- EXTRACTED DATA -
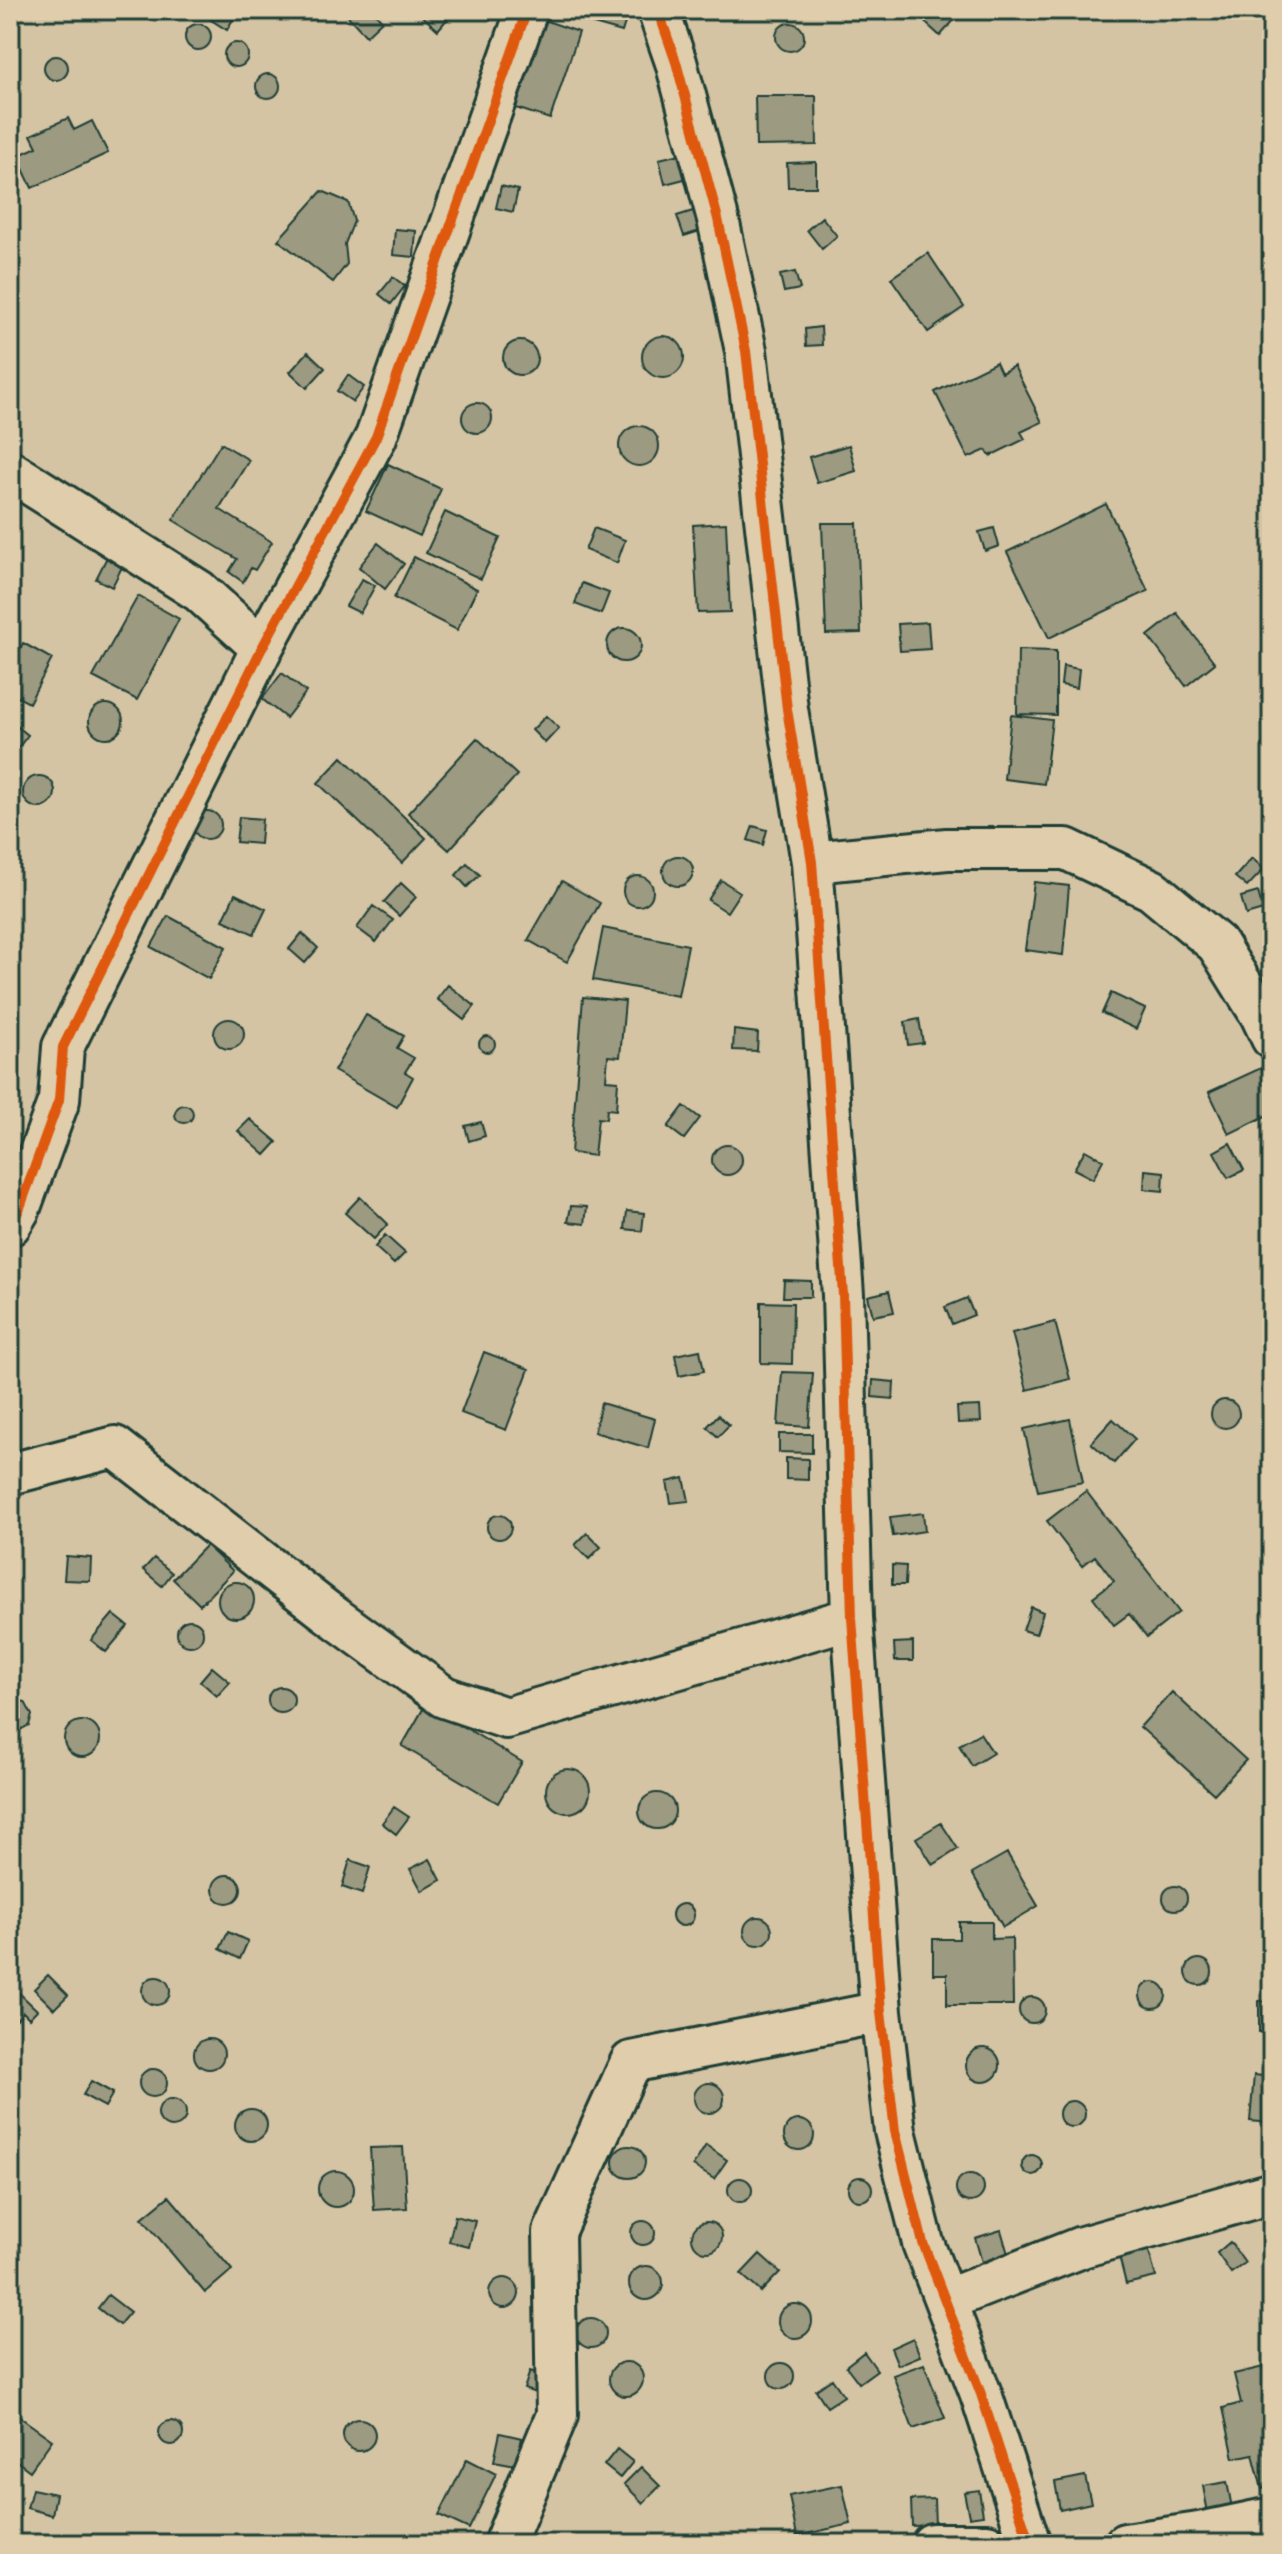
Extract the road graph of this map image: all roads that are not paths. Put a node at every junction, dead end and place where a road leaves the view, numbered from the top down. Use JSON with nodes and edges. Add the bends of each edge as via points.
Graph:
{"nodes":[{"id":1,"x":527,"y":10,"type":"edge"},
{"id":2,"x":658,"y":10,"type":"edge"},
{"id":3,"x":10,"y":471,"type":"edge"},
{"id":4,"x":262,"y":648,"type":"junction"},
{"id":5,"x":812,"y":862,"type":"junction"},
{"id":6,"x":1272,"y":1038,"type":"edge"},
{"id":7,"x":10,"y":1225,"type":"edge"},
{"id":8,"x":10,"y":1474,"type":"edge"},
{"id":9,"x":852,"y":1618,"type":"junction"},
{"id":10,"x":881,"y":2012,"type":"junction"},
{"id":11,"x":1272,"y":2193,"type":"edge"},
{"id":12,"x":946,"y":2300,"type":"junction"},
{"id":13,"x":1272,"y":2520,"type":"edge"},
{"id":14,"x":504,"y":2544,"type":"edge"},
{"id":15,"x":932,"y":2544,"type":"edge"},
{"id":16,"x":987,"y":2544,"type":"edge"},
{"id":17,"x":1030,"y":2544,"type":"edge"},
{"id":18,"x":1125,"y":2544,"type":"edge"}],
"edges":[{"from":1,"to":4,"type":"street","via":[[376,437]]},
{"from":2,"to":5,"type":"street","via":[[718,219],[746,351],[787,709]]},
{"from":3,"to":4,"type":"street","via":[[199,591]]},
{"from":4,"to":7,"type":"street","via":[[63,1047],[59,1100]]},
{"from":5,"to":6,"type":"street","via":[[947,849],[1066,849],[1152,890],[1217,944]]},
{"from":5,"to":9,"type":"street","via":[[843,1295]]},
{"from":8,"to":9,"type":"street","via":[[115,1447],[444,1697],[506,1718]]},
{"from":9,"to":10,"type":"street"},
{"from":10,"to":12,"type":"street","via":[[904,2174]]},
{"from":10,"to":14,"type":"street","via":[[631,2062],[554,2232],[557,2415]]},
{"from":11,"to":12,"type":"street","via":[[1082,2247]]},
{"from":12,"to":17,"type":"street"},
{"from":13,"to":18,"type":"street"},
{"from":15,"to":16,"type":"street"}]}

---

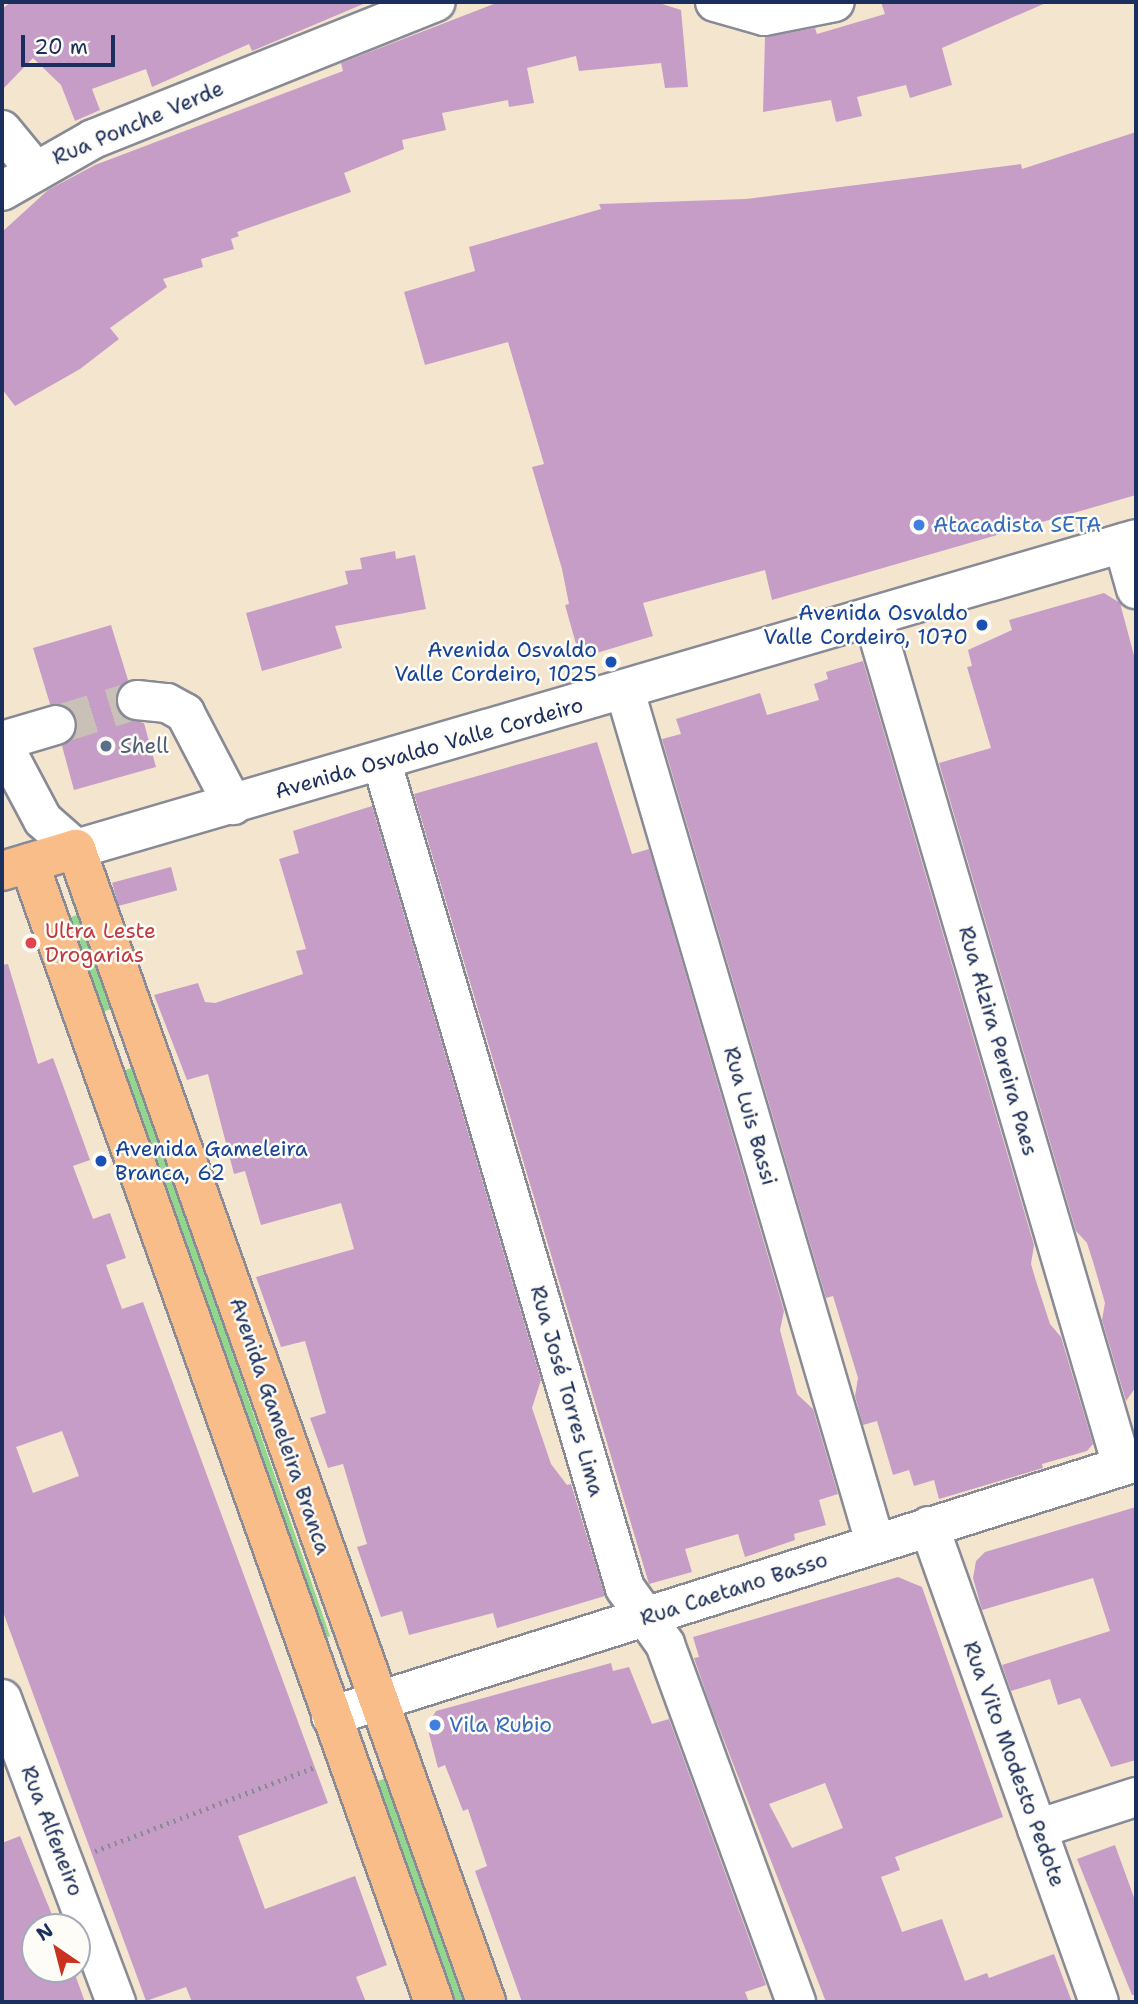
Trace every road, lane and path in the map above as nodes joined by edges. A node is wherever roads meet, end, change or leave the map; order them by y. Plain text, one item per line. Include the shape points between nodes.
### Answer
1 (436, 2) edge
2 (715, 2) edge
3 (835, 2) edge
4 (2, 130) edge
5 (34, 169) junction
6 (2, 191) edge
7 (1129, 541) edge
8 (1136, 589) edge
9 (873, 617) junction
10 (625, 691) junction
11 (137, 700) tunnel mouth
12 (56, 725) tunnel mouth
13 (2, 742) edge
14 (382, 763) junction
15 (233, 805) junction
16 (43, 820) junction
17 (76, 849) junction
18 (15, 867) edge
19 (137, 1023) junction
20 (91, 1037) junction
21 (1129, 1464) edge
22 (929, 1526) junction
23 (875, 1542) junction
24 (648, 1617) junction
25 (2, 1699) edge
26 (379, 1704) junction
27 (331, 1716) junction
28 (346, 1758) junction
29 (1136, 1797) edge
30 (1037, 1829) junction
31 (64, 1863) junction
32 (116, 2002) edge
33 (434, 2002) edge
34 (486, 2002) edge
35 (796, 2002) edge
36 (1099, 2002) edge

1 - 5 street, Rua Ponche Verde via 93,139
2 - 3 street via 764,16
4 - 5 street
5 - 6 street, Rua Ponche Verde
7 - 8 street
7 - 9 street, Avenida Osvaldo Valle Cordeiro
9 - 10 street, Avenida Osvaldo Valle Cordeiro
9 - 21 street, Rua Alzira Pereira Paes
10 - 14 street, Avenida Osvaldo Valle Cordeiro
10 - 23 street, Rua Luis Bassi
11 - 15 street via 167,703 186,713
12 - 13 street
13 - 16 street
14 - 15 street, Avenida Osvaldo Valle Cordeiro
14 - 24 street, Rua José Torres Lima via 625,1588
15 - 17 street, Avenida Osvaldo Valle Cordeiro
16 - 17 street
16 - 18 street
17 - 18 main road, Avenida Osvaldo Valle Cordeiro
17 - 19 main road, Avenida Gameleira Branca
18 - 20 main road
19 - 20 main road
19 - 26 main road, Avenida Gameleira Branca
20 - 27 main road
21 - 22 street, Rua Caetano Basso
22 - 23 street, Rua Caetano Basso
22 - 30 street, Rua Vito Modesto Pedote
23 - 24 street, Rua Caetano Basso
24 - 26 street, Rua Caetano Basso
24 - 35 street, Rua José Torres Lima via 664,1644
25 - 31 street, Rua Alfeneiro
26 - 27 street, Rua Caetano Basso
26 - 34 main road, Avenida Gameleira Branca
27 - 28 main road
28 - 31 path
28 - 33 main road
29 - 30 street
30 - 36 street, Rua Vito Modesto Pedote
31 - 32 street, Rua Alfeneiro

- ASSIGNED TASK -
Which of the lines above hold the string "Torres"? Pick each of them out.

- YOUR SOLUTION -
14 - 24 street, Rua José Torres Lima via 625,1588
24 - 35 street, Rua José Torres Lima via 664,1644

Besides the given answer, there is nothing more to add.